(Records from a collection)

BEGIN

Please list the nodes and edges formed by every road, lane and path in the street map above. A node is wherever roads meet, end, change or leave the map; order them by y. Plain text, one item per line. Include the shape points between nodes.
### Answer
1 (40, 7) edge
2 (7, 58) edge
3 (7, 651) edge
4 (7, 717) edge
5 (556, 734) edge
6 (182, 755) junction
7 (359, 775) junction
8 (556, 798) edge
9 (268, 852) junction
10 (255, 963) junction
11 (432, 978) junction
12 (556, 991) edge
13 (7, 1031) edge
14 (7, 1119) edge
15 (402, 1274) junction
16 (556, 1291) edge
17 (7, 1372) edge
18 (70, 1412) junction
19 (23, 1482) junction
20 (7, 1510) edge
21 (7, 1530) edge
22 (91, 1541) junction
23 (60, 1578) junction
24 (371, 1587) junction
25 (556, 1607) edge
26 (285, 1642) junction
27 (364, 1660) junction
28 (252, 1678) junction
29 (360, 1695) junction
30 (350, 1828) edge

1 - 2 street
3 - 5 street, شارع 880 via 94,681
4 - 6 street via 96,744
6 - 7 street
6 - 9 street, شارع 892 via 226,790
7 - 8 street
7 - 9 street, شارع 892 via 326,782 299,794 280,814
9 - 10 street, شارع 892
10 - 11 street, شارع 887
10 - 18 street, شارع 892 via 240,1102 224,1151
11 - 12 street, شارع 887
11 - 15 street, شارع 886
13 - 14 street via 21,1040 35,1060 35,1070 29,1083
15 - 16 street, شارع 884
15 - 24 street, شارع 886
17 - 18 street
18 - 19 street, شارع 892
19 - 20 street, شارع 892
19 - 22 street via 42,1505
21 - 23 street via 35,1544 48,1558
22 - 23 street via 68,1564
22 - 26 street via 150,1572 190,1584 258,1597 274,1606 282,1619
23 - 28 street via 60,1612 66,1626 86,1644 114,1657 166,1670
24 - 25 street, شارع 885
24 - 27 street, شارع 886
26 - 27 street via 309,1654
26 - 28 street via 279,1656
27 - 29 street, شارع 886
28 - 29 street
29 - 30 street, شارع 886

END

Using the exact wording, transcribe all the records above.

Please list the nodes and edges formed by every road, lane and path in the street map above. A node is wherever roads meet, end, change or leave the map; order them by y. Plain text, one item per line. Include the shape points between nodes.
### Answer
1 (40, 7) edge
2 (7, 58) edge
3 (7, 651) edge
4 (7, 717) edge
5 (556, 734) edge
6 (182, 755) junction
7 (359, 775) junction
8 (556, 798) edge
9 (268, 852) junction
10 (255, 963) junction
11 (432, 978) junction
12 (556, 991) edge
13 (7, 1031) edge
14 (7, 1119) edge
15 (402, 1274) junction
16 (556, 1291) edge
17 (7, 1372) edge
18 (70, 1412) junction
19 (23, 1482) junction
20 (7, 1510) edge
21 (7, 1530) edge
22 (91, 1541) junction
23 (60, 1578) junction
24 (371, 1587) junction
25 (556, 1607) edge
26 (285, 1642) junction
27 (364, 1660) junction
28 (252, 1678) junction
29 (360, 1695) junction
30 (350, 1828) edge

1 - 2 street
3 - 5 street, شارع 880 via 94,681
4 - 6 street via 96,744
6 - 7 street
6 - 9 street, شارع 892 via 226,790
7 - 8 street
7 - 9 street, شارع 892 via 326,782 299,794 280,814
9 - 10 street, شارع 892
10 - 11 street, شارع 887
10 - 18 street, شارع 892 via 240,1102 224,1151
11 - 12 street, شارع 887
11 - 15 street, شارع 886
13 - 14 street via 21,1040 35,1060 35,1070 29,1083
15 - 16 street, شارع 884
15 - 24 street, شارع 886
17 - 18 street
18 - 19 street, شارع 892
19 - 20 street, شارع 892
19 - 22 street via 42,1505
21 - 23 street via 35,1544 48,1558
22 - 23 street via 68,1564
22 - 26 street via 150,1572 190,1584 258,1597 274,1606 282,1619
23 - 28 street via 60,1612 66,1626 86,1644 114,1657 166,1670
24 - 25 street, شارع 885
24 - 27 street, شارع 886
26 - 27 street via 309,1654
26 - 28 street via 279,1656
27 - 29 street, شارع 886
28 - 29 street
29 - 30 street, شارع 886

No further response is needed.